▶ [Task objective]: Write out all of the records precisely. Skip anything that is a picture.

---------- Given entries ----------

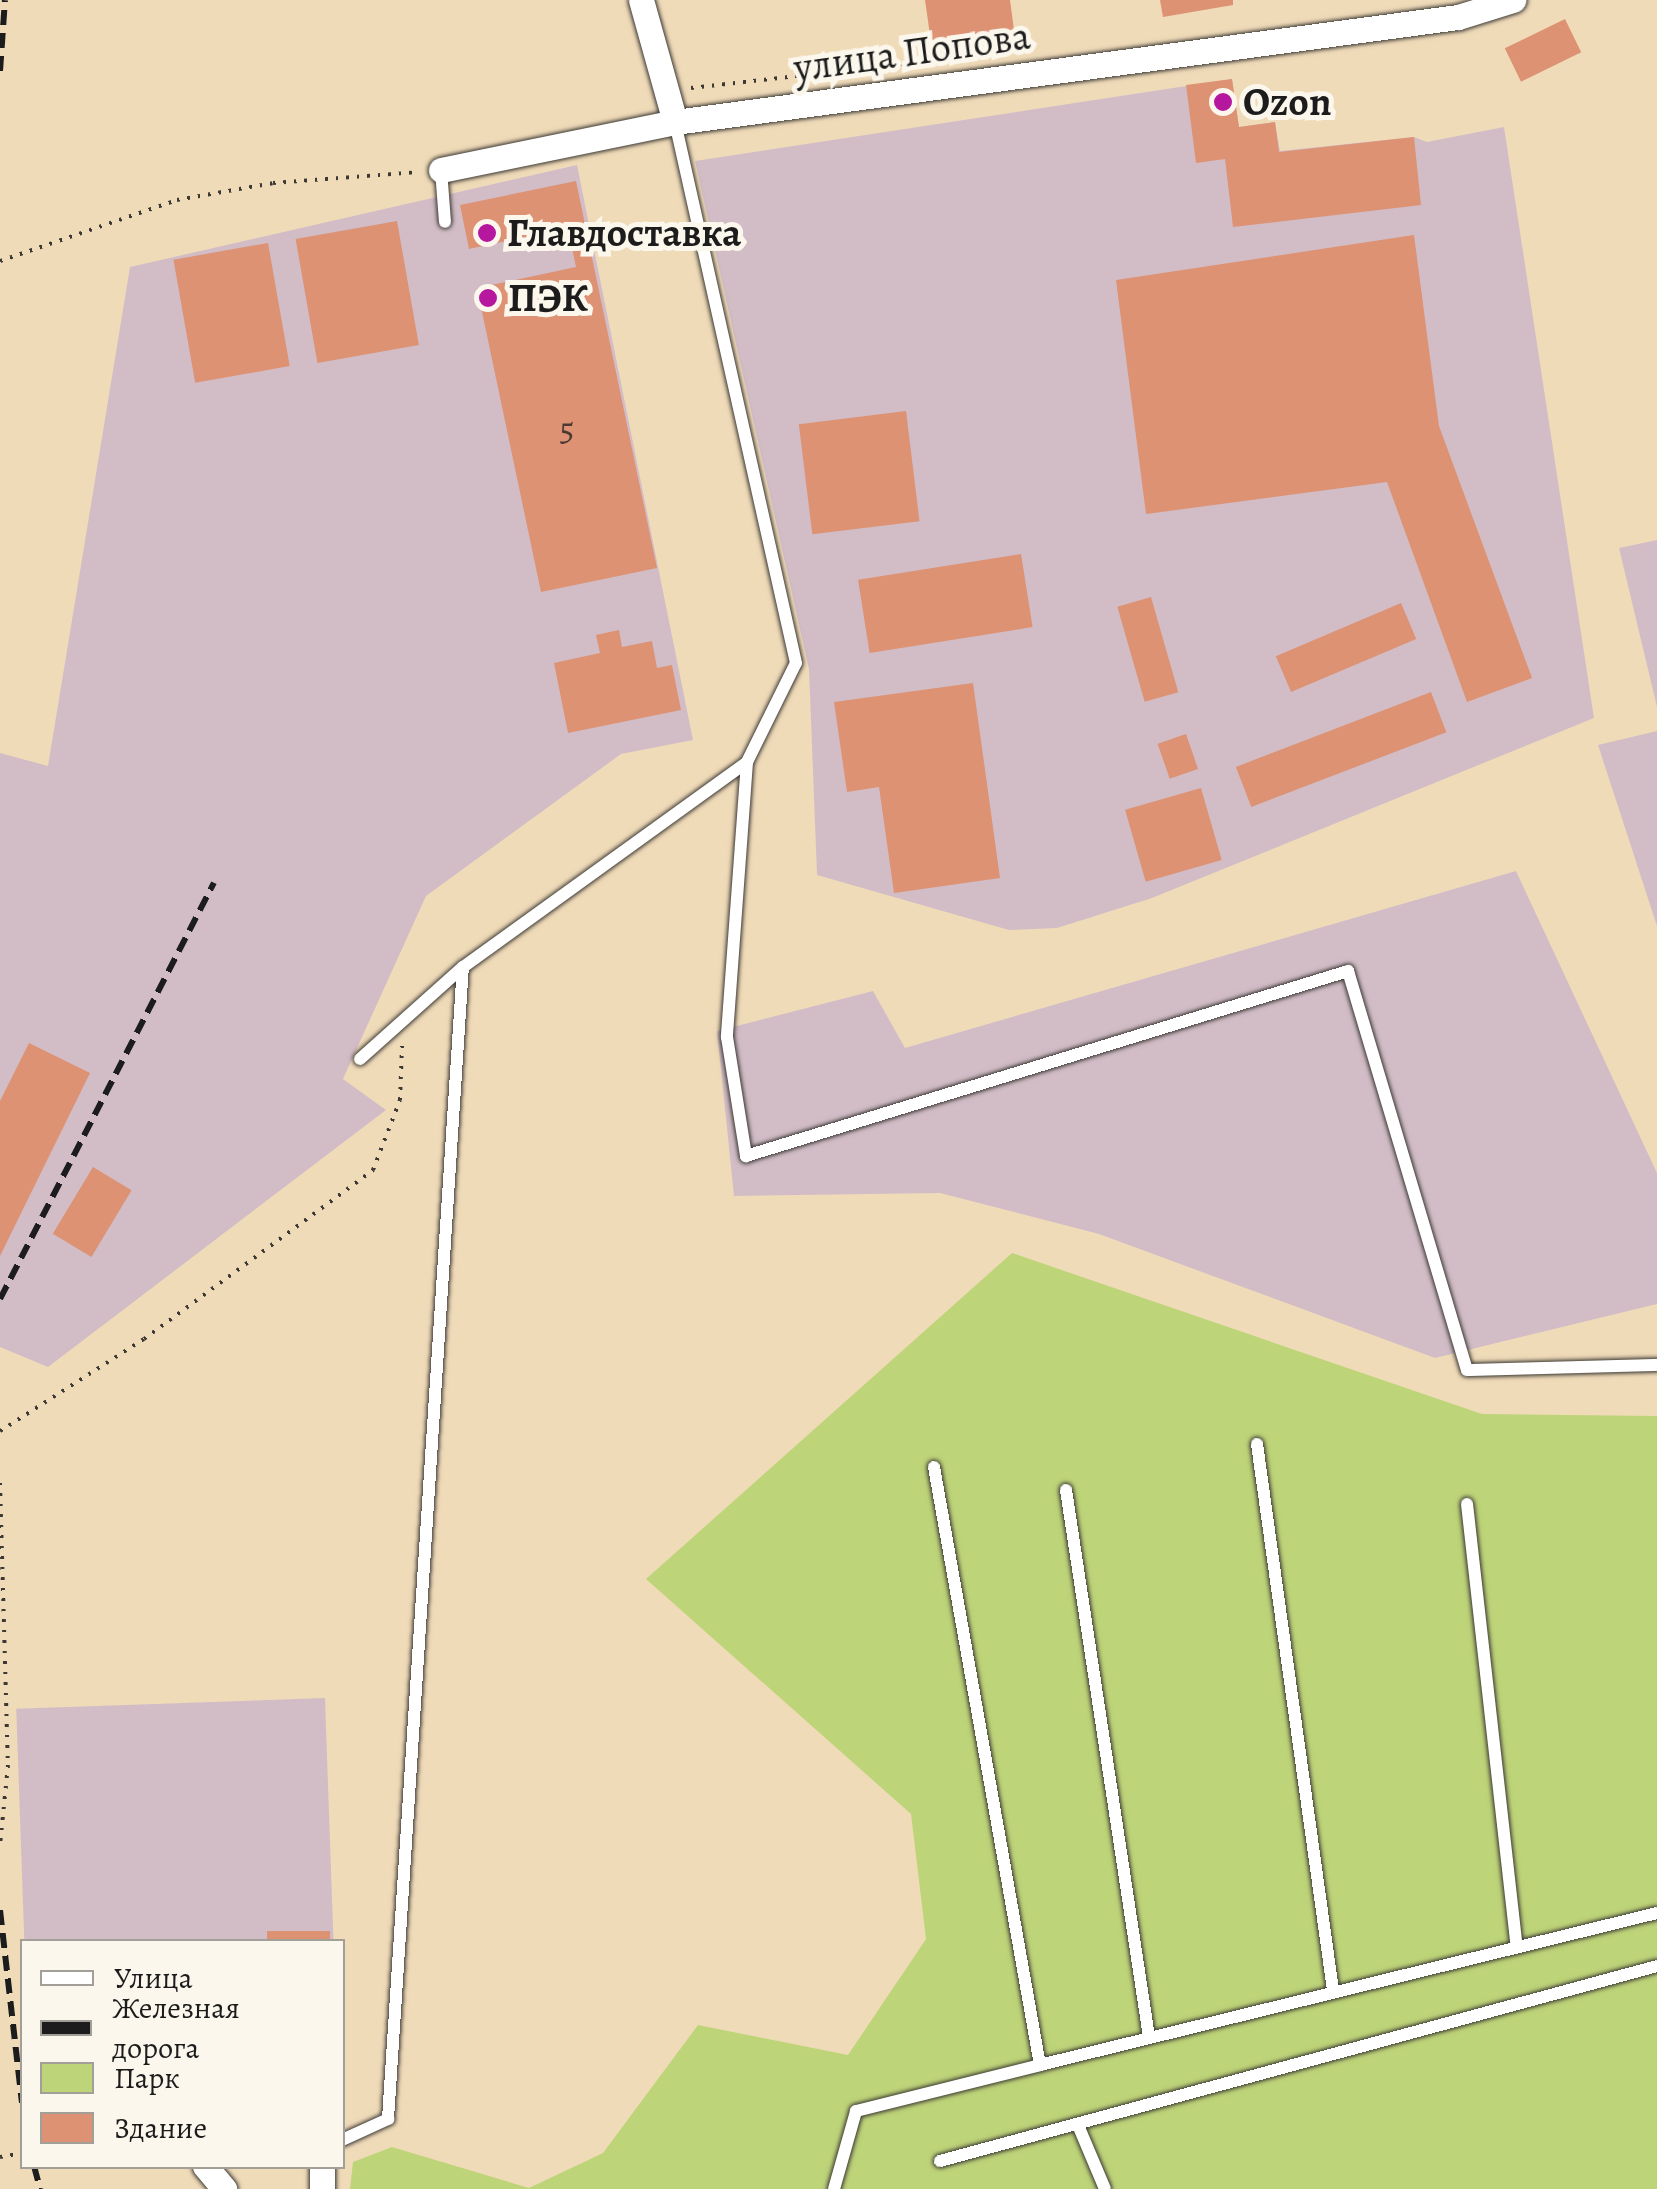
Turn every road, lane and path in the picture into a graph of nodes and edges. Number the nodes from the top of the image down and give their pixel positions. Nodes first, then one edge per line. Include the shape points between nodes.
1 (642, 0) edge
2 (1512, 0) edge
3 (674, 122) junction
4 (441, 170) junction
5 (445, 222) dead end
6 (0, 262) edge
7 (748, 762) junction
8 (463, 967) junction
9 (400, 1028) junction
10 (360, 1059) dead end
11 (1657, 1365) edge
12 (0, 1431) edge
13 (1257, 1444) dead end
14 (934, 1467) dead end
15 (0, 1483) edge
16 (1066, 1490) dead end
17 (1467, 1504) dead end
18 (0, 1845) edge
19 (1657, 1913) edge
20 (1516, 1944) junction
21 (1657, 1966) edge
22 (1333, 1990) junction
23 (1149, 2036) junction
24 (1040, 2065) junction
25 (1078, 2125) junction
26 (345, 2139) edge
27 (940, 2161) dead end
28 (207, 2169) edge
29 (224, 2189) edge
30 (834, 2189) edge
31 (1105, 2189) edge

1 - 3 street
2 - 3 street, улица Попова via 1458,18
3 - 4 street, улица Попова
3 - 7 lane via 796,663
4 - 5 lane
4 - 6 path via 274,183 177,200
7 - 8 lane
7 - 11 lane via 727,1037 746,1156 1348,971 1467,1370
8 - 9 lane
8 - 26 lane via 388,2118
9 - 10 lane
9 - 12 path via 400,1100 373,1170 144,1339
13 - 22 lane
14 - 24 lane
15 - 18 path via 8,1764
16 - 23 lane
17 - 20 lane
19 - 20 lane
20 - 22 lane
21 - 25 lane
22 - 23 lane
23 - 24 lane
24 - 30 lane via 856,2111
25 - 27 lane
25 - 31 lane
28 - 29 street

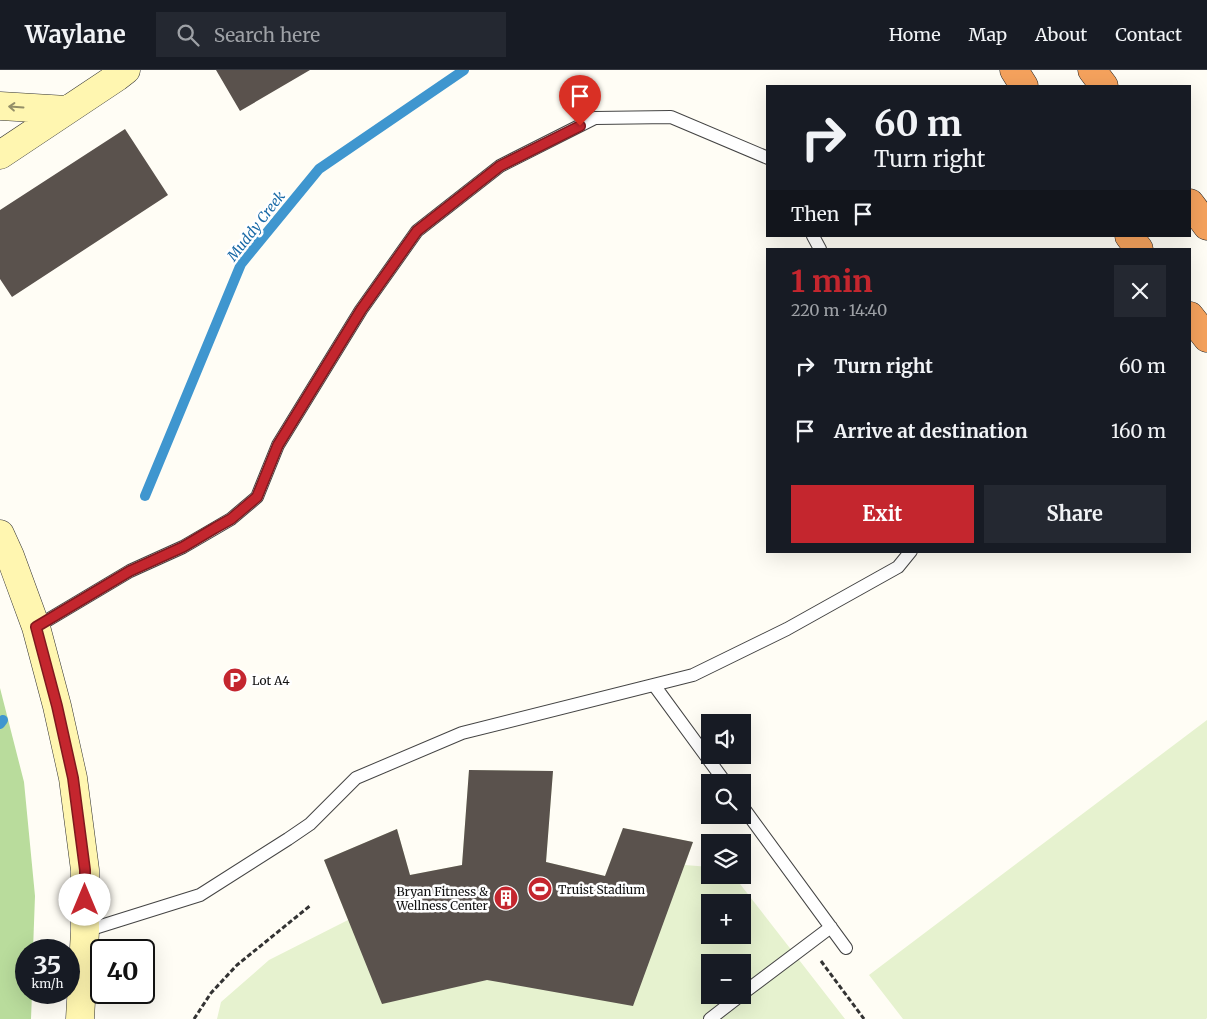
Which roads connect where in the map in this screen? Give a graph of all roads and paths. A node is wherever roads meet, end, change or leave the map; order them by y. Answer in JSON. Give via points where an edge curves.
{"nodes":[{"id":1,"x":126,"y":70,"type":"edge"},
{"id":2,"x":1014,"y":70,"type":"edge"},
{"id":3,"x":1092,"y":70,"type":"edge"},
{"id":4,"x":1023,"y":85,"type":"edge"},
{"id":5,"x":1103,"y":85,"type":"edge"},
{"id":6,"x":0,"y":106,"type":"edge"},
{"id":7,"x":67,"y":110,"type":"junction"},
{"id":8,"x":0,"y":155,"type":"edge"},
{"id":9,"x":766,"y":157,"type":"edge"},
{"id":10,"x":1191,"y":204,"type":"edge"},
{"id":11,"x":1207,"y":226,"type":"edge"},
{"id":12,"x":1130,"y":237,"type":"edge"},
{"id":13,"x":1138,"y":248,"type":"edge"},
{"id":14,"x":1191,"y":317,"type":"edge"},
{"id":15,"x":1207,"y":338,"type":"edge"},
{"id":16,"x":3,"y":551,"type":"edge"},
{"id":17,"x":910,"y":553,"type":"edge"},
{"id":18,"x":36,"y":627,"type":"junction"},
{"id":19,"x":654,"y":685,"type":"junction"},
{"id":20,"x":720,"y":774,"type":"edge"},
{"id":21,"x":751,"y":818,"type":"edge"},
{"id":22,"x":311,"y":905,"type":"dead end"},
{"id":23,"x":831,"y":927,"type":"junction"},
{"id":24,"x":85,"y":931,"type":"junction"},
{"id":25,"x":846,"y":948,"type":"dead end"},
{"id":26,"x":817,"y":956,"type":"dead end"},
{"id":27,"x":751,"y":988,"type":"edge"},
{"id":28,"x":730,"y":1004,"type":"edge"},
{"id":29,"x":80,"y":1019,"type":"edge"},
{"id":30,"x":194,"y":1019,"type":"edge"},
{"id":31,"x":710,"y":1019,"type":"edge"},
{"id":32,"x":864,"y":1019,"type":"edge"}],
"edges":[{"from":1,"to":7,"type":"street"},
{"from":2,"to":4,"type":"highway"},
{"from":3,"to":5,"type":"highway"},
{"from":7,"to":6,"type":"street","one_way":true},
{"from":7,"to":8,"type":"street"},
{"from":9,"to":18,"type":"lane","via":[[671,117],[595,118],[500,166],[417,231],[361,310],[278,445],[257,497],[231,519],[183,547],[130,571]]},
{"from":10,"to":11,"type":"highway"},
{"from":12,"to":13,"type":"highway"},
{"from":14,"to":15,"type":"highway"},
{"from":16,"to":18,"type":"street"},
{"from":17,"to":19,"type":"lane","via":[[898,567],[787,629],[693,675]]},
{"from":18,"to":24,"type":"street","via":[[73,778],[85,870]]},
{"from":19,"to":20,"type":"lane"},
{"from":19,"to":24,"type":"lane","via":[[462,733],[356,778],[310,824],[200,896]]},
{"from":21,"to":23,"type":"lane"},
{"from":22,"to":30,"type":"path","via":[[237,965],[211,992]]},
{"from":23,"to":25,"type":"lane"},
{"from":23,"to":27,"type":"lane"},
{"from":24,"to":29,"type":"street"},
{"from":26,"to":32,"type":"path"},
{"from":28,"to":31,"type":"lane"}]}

----------

▶ [Solution to the problem]:
Turn every road, lane and path in the picture into a graph of nodes and edges. Number the nodes from the top of the image down and give their pixel positions. Nodes first, then one edge per line. Include the shape points between nodes.
1 (642, 0) edge
2 (1512, 0) edge
3 (674, 122) junction
4 (441, 170) junction
5 (445, 222) dead end
6 (0, 262) edge
7 (748, 762) junction
8 (463, 967) junction
9 (400, 1028) junction
10 (360, 1059) dead end
11 (1657, 1365) edge
12 (0, 1431) edge
13 (1257, 1444) dead end
14 (934, 1467) dead end
15 (0, 1483) edge
16 (1066, 1490) dead end
17 (1467, 1504) dead end
18 (0, 1845) edge
19 (1657, 1913) edge
20 (1516, 1944) junction
21 (1657, 1966) edge
22 (1333, 1990) junction
23 (1149, 2036) junction
24 (1040, 2065) junction
25 (1078, 2125) junction
26 (345, 2139) edge
27 (940, 2161) dead end
28 (207, 2169) edge
29 (224, 2189) edge
30 (834, 2189) edge
31 (1105, 2189) edge

1 - 3 street
2 - 3 street, улица Попова via 1458,18
3 - 4 street, улица Попова
3 - 7 lane via 796,663
4 - 5 lane
4 - 6 path via 274,183 177,200
7 - 8 lane
7 - 11 lane via 727,1037 746,1156 1348,971 1467,1370
8 - 9 lane
8 - 26 lane via 388,2118
9 - 10 lane
9 - 12 path via 400,1100 373,1170 144,1339
13 - 22 lane
14 - 24 lane
15 - 18 path via 8,1764
16 - 23 lane
17 - 20 lane
19 - 20 lane
20 - 22 lane
21 - 25 lane
22 - 23 lane
23 - 24 lane
24 - 30 lane via 856,2111
25 - 27 lane
25 - 31 lane
28 - 29 street

Which roads connect where in the map in this screen? Give a graph of all roads and paths. A node is wherever roads meet, end, change or leave the map; order them by y. Answer in JSON. Give via points where an edge curves.
{"nodes":[{"id":1,"x":126,"y":70,"type":"edge"},
{"id":2,"x":1014,"y":70,"type":"edge"},
{"id":3,"x":1092,"y":70,"type":"edge"},
{"id":4,"x":1023,"y":85,"type":"edge"},
{"id":5,"x":1103,"y":85,"type":"edge"},
{"id":6,"x":0,"y":106,"type":"edge"},
{"id":7,"x":67,"y":110,"type":"junction"},
{"id":8,"x":0,"y":155,"type":"edge"},
{"id":9,"x":766,"y":157,"type":"edge"},
{"id":10,"x":1191,"y":204,"type":"edge"},
{"id":11,"x":1207,"y":226,"type":"edge"},
{"id":12,"x":1130,"y":237,"type":"edge"},
{"id":13,"x":1138,"y":248,"type":"edge"},
{"id":14,"x":1191,"y":317,"type":"edge"},
{"id":15,"x":1207,"y":338,"type":"edge"},
{"id":16,"x":3,"y":551,"type":"edge"},
{"id":17,"x":910,"y":553,"type":"edge"},
{"id":18,"x":36,"y":627,"type":"junction"},
{"id":19,"x":654,"y":685,"type":"junction"},
{"id":20,"x":720,"y":774,"type":"edge"},
{"id":21,"x":751,"y":818,"type":"edge"},
{"id":22,"x":311,"y":905,"type":"dead end"},
{"id":23,"x":831,"y":927,"type":"junction"},
{"id":24,"x":85,"y":931,"type":"junction"},
{"id":25,"x":846,"y":948,"type":"dead end"},
{"id":26,"x":817,"y":956,"type":"dead end"},
{"id":27,"x":751,"y":988,"type":"edge"},
{"id":28,"x":730,"y":1004,"type":"edge"},
{"id":29,"x":80,"y":1019,"type":"edge"},
{"id":30,"x":194,"y":1019,"type":"edge"},
{"id":31,"x":710,"y":1019,"type":"edge"},
{"id":32,"x":864,"y":1019,"type":"edge"}],
"edges":[{"from":1,"to":7,"type":"street"},
{"from":2,"to":4,"type":"highway"},
{"from":3,"to":5,"type":"highway"},
{"from":7,"to":6,"type":"street","one_way":true},
{"from":7,"to":8,"type":"street"},
{"from":9,"to":18,"type":"lane","via":[[671,117],[595,118],[500,166],[417,231],[361,310],[278,445],[257,497],[231,519],[183,547],[130,571]]},
{"from":10,"to":11,"type":"highway"},
{"from":12,"to":13,"type":"highway"},
{"from":14,"to":15,"type":"highway"},
{"from":16,"to":18,"type":"street"},
{"from":17,"to":19,"type":"lane","via":[[898,567],[787,629],[693,675]]},
{"from":18,"to":24,"type":"street","via":[[73,778],[85,870]]},
{"from":19,"to":20,"type":"lane"},
{"from":19,"to":24,"type":"lane","via":[[462,733],[356,778],[310,824],[200,896]]},
{"from":21,"to":23,"type":"lane"},
{"from":22,"to":30,"type":"path","via":[[237,965],[211,992]]},
{"from":23,"to":25,"type":"lane"},
{"from":23,"to":27,"type":"lane"},
{"from":24,"to":29,"type":"street"},
{"from":26,"to":32,"type":"path"},
{"from":28,"to":31,"type":"lane"}]}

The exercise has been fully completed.